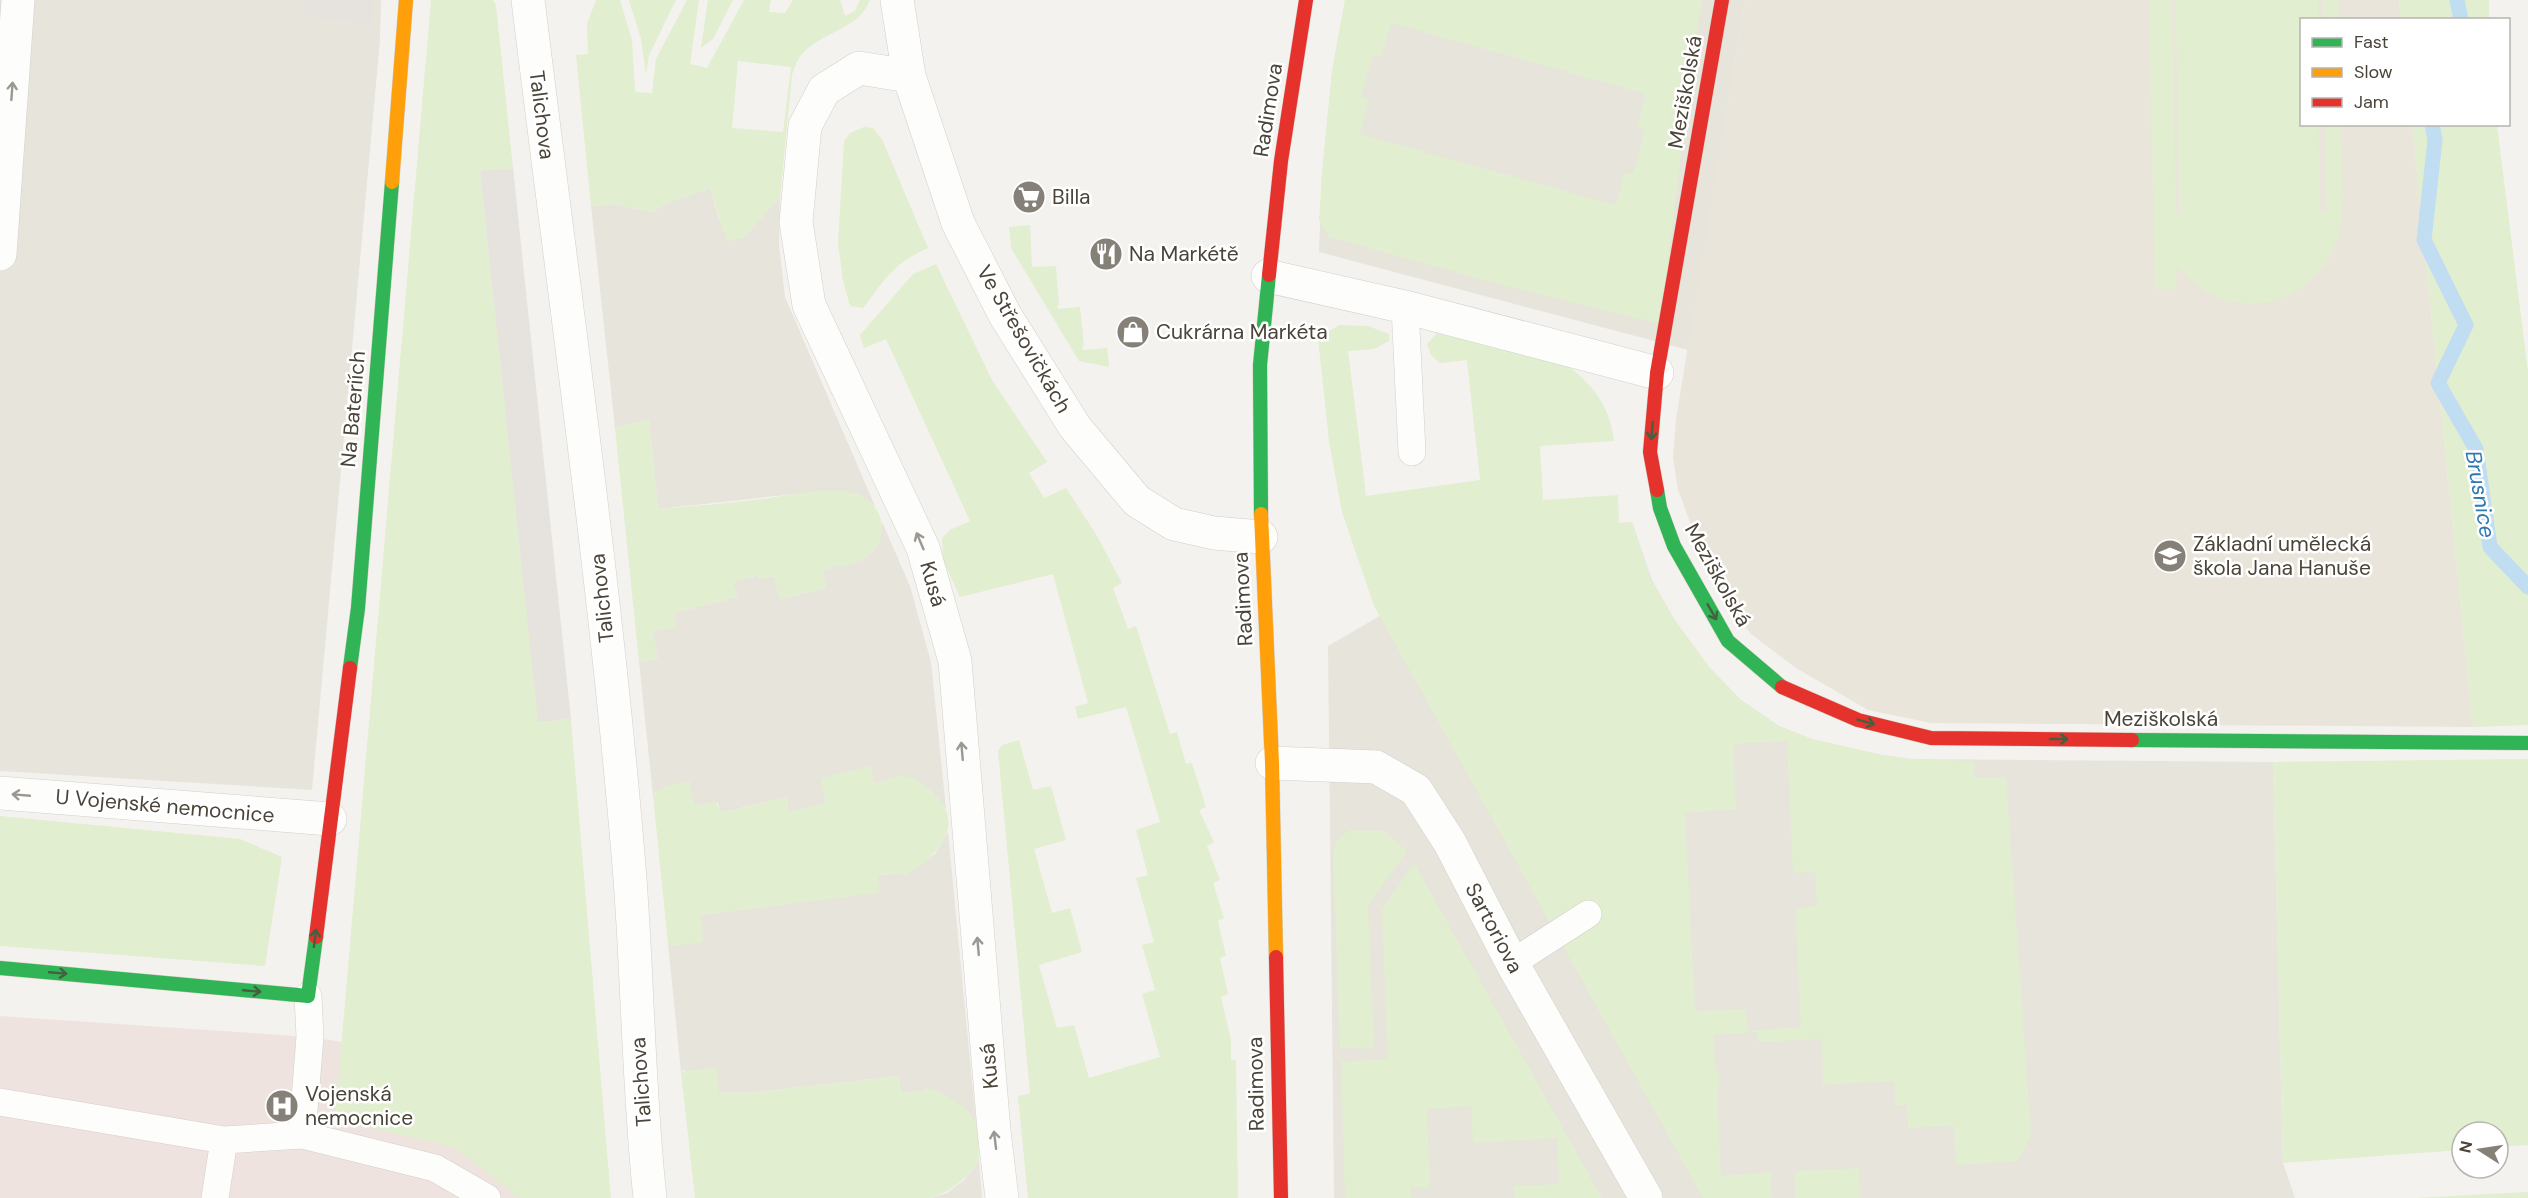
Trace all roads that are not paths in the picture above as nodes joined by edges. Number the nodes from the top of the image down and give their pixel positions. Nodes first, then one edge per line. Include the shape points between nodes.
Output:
1 (18, 0) edge
2 (406, 0) edge
3 (528, 0) edge
4 (897, 0) edge
5 (1306, 0) edge
6 (1722, 0) edge
7 (909, 76) junction
8 (0, 254) edge
9 (1268, 276) junction
10 (1405, 307) junction
11 (1657, 373) junction
12 (1412, 452) dead end
13 (1261, 537) junction
14 (2528, 743) edge
15 (1272, 763) junction
16 (0, 793) edge
17 (330, 819) junction
18 (1588, 914) dead end
19 (1512, 963) junction
20 (0, 968) edge
21 (308, 996) junction
22 (0, 1102) edge
23 (302, 1135) junction
24 (224, 1140) junction
25 (215, 1198) edge
26 (487, 1198) edge
27 (650, 1198) edge
28 (1002, 1198) edge
29 (1281, 1198) edge
30 (1646, 1198) edge

8 -> 1 street
2 - 17 street, Na Bateriích via 358,608
3 - 27 street, Talichova via 602,590 629,868
4 - 7 street, Ve Střešovičkách
5 - 9 street, Radimova
6 - 11 street, Meziškolská
7 - 13 street, Ve Střešovičkách via 958,222 1005,315 1076,427 1137,501 1174,524
28 -> 7 street, Kusá via 955,661 923,548 809,305 796,222 805,126 824,90 859,68
9 - 10 street
9 - 13 street, Radimova via 1260,356
10 - 11 street
10 - 12 lane
11 -> 14 street, Meziškolská via 1650,452 1660,508 1674,546 1728,641 1785,690 1858,720 1931,738
13 - 15 street, Radimova
15 - 19 street, Sartoriova via 1376,767 1416,790 1450,843
15 - 29 street, Radimova
17 -> 16 street, U Vojenské nemocnice
21 -> 17 street
18 - 19 lane
19 - 30 street, Sartoriova
20 -> 21 street
21 - 23 lane via 310,1037
22 - 24 lane
23 - 24 lane
23 - 26 lane via 435,1168
24 - 25 lane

# # # # # # #

[Exercise goal]:
If a line in the listing has "dead" in it, report that line.

[Result for this task]:
12 (1412, 452) dead end
18 (1588, 914) dead end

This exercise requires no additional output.